Na miejsce pojechali policjanci, którzy ustalili, że 42-letni mieszkaniec Gdańska zaatakował 60-letniego konduktora, uderzając go w głowę. Funkcjonariusze zbadali trzeźwość 42-latka. Miał ponad 2,5 promila w organizmie. Sprawca ataku został przewieziony do policyjnej celi, aby wytrzeźwiał. Wkrótce usłyszy zarzuty naruszenia nietykalności cielesnej funkcjonariusza publicznego — powiedziała kom.

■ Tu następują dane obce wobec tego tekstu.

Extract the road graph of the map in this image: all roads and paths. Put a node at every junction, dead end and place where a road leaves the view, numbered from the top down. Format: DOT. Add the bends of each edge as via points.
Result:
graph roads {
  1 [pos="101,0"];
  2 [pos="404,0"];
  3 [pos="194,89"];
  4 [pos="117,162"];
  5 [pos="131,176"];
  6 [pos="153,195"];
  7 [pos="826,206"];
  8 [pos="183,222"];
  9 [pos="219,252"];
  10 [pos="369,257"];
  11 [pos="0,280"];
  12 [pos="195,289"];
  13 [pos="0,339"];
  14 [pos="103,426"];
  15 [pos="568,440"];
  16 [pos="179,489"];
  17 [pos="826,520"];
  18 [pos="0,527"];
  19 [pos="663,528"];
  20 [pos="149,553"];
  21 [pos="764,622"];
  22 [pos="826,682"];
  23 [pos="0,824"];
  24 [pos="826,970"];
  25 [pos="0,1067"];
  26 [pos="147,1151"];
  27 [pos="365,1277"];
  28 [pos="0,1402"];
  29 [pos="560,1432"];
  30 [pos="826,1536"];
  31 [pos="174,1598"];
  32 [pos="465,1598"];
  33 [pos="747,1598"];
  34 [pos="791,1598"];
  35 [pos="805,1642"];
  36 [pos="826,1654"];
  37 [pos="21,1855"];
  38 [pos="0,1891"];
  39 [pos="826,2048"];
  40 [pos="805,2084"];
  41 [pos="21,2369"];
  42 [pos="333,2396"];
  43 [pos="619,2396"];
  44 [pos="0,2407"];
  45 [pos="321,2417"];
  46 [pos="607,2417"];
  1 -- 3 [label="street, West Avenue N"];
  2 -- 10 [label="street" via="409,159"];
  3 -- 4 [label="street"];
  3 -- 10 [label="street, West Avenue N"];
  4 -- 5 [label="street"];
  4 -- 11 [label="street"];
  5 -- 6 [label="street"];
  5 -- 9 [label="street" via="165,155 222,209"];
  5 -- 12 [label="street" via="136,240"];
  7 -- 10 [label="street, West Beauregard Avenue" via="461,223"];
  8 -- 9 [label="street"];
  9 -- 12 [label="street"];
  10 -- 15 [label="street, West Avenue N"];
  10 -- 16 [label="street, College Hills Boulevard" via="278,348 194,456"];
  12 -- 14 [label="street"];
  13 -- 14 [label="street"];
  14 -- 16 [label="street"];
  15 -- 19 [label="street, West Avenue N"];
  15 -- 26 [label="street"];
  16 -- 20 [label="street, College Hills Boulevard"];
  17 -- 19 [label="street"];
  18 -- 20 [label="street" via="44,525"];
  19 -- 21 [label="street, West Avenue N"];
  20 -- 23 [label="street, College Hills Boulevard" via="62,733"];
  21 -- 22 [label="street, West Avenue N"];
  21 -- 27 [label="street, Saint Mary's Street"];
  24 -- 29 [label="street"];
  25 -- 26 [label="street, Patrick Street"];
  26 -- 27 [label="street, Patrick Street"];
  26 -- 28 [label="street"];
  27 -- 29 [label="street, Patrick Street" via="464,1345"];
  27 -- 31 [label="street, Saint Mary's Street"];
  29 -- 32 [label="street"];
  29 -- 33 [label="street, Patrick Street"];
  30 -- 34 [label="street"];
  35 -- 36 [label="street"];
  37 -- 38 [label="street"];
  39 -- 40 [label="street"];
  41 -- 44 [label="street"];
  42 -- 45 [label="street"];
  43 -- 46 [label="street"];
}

Jolanta Grunert, oficer prasowy KMP w Gdyni.

???? Kolejny atak na pracownika PKP SKM – napastnik wkrótce usłyszy zarzuty ???? Zaatakował bez powodu. ???? Na szczęście od razu...

Opublikowany przez SKM Trójmiasto Wtorek, 22 kwietnia 2025

Na miejscu obecni byli ratownicy medyczni, którzy opatrzyli rozciętą głowę konduktora.

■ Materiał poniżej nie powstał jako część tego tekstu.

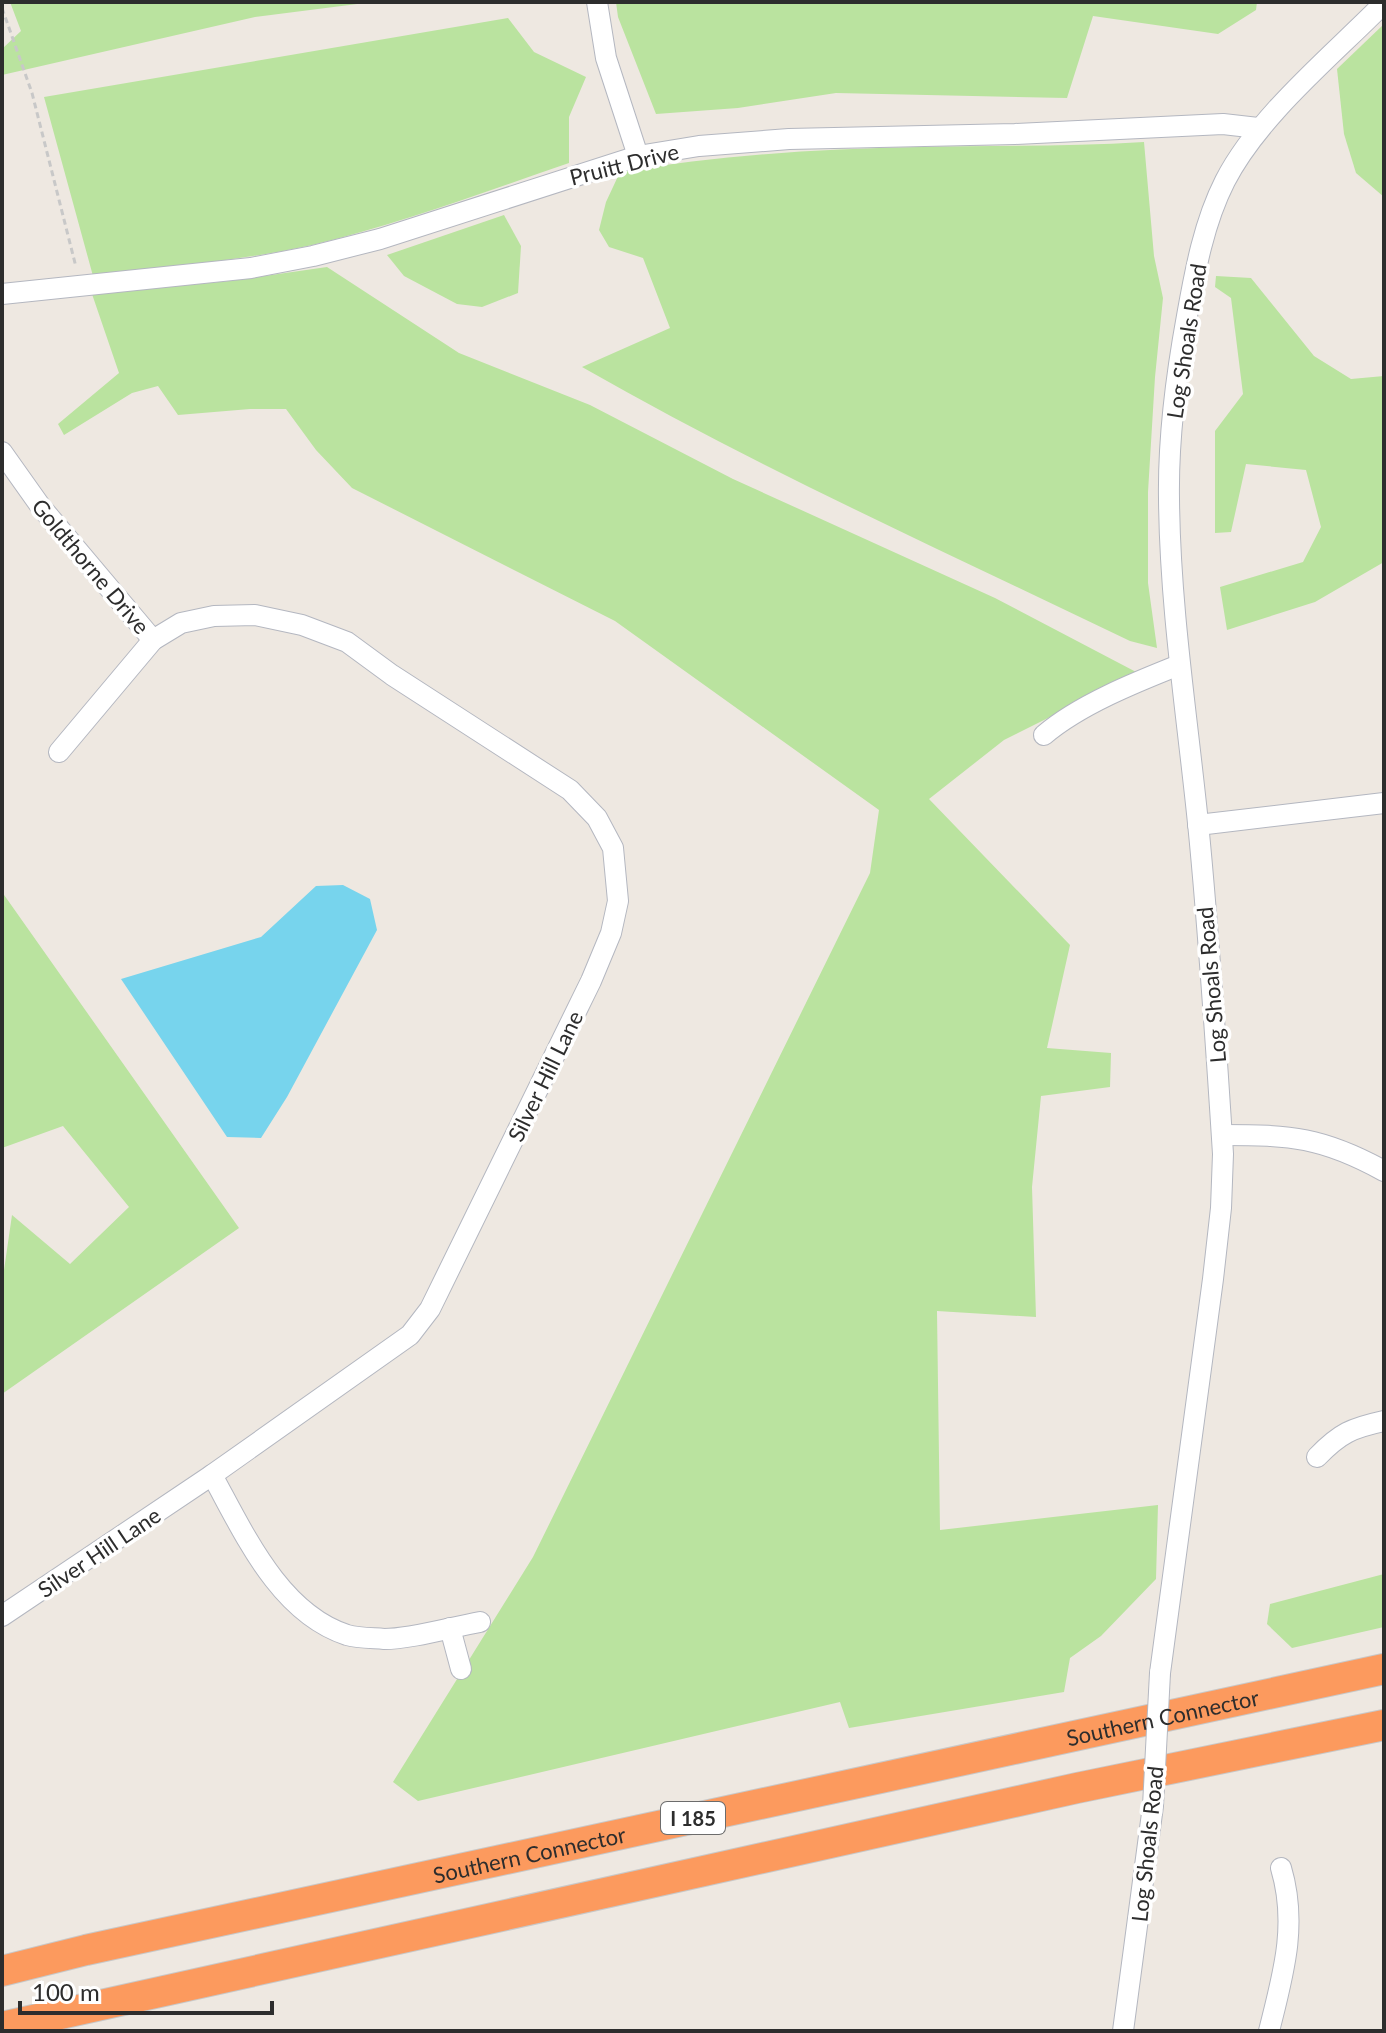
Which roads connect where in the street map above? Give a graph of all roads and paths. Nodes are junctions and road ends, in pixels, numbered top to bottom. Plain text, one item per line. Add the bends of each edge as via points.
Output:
1 (597, 2) edge
2 (1384, 3) edge
3 (2, 8) edge
4 (1258, 128) junction
5 (638, 156) junction
6 (80, 286) junction
7 (2, 294) edge
8 (2, 452) edge
9 (153, 640) junction
10 (1179, 665) junction
11 (1044, 735) dead end
12 (59, 752) dead end
13 (1384, 803) edge
14 (1198, 825) junction
15 (1222, 1135) junction
16 (1384, 1171) edge
17 (1384, 1421) edge
18 (1317, 1457) dead end
19 (212, 1475) junction
20 (2, 1616) edge
21 (480, 1622) dead end
22 (450, 1628) junction
23 (461, 1669) dead end
24 (1384, 1669) edge
25 (1384, 1725) edge
26 (1281, 1868) dead end
27 (2, 1971) edge
28 (2, 2027) edge
29 (1123, 2031) edge
30 (1269, 2031) edge

1 - 5 street via 606,58
2 - 4 street, Log Shoals Road
3 - 6 path via 32,93
4 - 5 street, Pruitt Drive via 1223,124 789,139
4 - 10 street, Log Shoals Road via 1225,181 1209,223 1182,343 1169,497
5 - 6 street, Pruitt Drive via 313,256
6 - 7 street, Pruitt Drive
8 - 9 street, Goldthorne Drive via 41,507
9 - 12 street
9 - 19 street, Silver Hill Lane via 181,623 255,615 347,642 570,790 597,818 613,848 617,874 611,933 591,981 430,1309 410,1335
10 - 11 street
10 - 14 street, Log Shoals Road
13 - 14 street
14 - 15 street, Log Shoals Road
15 - 16 street via 1314,1140
15 - 29 street, Log Shoals Road, bridge via 1221,1208 1160,1673 1153,1806
17 - 18 street via 1338,1435
19 - 20 street, Silver Hill Lane
19 - 22 street via 250,1544 288,1596 318,1621 349,1636 387,1639
21 - 22 street
22 - 23 street
24 - 27 highway, Southern Connector / I 185
25 - 28 highway, I 185
26 - 30 street via 1290,1917 1284,1975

Przypominamy, że w polskim prawie naruszenie nietykalności cielesnej funkcjonariusza publicznego – w tym konduktora pociągu pełniącego obowiązki służbowe – jest przestępstwem i podlega odpowiedzialności karnej:

Zgodnie z art. 222 §1 Kodeksu karnego (k.k.):

„Kto narusza nietykalność cielesną funkcjonariusza publicznego lub osoby do pomocy mu przybranej podczas i w związku z pełnieniem obowiązków służbowych, podlega grzywnie, karze ograniczenia wolności albo pozbawienia wolności do lat 3.”— czytamy w przepisach

W sytuacjach bardziej agresywnych (np. pobicie, groźby karalne) mogą dojść inne, surowsze kwalifikacje czynu – np. z art. 223 k.k. (czynna napaść), który przewiduje do 10 lat więzienia.

Byliście świadkami zdarzenia w naszym regionie? Chcecie aby nasza redakcja zajęła się jakimś tematem? Czekamy na Wasze sygnały i informacje. Można kontaktować się z naszą redakcją za pośrednictwem strony facebookowej i mailowo: redakcja@nadmorski24.pl. Dyżurujemy także pod numerem telefonu 729 715 670.


Czytaj również:

Trwa Wczytywanie...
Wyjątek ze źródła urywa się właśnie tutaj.